#### [Exercise prompt]
When you reach the line that contains "pinky tip: (736, 843)" in the data below, start reproducing lines exactly, and stop after the line that contains "middle mcp: (1330, 742)".

#### [Record set]
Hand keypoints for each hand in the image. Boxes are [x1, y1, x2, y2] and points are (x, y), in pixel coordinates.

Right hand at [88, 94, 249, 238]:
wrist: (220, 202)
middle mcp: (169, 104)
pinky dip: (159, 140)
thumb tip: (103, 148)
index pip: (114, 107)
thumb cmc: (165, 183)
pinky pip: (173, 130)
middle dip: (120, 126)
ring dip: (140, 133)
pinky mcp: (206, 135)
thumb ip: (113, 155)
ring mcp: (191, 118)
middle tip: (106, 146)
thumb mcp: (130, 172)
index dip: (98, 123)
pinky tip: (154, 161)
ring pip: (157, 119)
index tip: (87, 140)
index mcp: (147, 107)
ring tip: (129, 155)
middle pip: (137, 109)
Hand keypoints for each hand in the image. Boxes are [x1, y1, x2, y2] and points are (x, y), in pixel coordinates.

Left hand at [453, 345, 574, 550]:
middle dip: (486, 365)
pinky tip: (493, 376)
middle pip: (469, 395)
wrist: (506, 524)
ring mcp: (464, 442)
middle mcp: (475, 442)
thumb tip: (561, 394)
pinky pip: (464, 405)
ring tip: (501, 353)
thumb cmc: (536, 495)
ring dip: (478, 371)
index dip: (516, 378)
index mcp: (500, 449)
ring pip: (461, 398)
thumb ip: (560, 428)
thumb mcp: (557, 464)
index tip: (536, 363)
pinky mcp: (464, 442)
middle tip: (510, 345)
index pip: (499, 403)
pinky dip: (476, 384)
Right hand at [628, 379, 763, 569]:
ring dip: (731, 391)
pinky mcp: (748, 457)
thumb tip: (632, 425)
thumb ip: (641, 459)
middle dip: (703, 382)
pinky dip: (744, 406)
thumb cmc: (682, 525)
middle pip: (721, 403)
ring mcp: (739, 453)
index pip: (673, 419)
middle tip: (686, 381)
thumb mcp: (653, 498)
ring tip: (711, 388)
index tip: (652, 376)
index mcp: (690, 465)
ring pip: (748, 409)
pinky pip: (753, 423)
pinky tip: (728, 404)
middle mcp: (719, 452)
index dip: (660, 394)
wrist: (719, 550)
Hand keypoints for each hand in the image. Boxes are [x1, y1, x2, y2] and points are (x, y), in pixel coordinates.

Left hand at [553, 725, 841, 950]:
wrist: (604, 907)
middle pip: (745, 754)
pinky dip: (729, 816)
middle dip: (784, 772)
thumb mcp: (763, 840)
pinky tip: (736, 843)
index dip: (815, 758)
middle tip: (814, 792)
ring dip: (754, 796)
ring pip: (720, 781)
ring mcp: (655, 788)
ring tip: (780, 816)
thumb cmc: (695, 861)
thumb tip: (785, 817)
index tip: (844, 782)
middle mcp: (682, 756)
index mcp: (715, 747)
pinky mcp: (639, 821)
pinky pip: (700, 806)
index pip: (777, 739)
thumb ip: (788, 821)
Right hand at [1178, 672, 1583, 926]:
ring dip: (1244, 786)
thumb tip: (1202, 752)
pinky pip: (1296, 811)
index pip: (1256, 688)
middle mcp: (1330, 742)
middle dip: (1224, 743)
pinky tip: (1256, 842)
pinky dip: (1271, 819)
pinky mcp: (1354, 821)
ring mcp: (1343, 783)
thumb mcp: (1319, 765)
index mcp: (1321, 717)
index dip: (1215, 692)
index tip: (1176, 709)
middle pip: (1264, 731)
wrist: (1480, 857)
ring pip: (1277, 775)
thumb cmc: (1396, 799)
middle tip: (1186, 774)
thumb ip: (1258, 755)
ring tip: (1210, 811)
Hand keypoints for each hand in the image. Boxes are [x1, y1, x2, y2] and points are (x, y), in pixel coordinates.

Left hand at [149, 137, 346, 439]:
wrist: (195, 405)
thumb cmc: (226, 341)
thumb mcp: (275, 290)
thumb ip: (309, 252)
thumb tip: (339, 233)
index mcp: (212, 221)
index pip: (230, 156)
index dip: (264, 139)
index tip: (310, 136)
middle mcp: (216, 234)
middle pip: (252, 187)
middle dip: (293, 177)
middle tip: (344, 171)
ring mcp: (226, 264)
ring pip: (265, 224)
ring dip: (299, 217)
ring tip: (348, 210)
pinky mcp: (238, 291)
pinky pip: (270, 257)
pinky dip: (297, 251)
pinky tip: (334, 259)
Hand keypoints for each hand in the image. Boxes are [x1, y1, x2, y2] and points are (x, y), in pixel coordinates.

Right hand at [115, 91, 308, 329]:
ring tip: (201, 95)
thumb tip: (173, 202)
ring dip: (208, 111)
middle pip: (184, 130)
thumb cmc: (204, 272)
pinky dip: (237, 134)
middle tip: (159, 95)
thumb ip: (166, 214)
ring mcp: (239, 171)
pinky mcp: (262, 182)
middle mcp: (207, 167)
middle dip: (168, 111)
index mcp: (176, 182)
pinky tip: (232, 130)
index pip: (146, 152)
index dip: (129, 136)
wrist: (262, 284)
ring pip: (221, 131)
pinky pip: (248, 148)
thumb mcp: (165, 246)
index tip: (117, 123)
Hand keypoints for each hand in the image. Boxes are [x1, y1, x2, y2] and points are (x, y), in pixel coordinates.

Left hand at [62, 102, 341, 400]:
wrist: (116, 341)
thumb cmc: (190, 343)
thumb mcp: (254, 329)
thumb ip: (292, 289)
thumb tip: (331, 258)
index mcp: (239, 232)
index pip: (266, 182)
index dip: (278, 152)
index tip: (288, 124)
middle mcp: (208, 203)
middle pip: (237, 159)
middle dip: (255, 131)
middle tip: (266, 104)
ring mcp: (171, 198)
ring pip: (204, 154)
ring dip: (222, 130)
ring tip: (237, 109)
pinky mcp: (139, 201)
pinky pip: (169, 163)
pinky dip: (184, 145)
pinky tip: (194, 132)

#### [Exercise result]
pinky tip: (736, 843)
index dip: (815, 758)
middle tip: (814, 792)
ring dip: (754, 796)
ring pip: (720, 781)
ring mcp: (655, 788)
ring tip: (780, 816)
thumb cmc: (695, 861)
thumb tip: (785, 817)
index tip: (844, 782)
middle mcp: (682, 756)
index mcp: (715, 747)
pinky mcp: (639, 821)
pinky pip: (700, 806)
index pip: (777, 739)
thumb ip: (788, 821)
Right hand at [1178, 672, 1583, 926]:
ring dip: (1244, 786)
thumb tip: (1202, 752)
pinky pip: (1296, 811)
index pip: (1256, 688)
middle mcp: (1330, 742)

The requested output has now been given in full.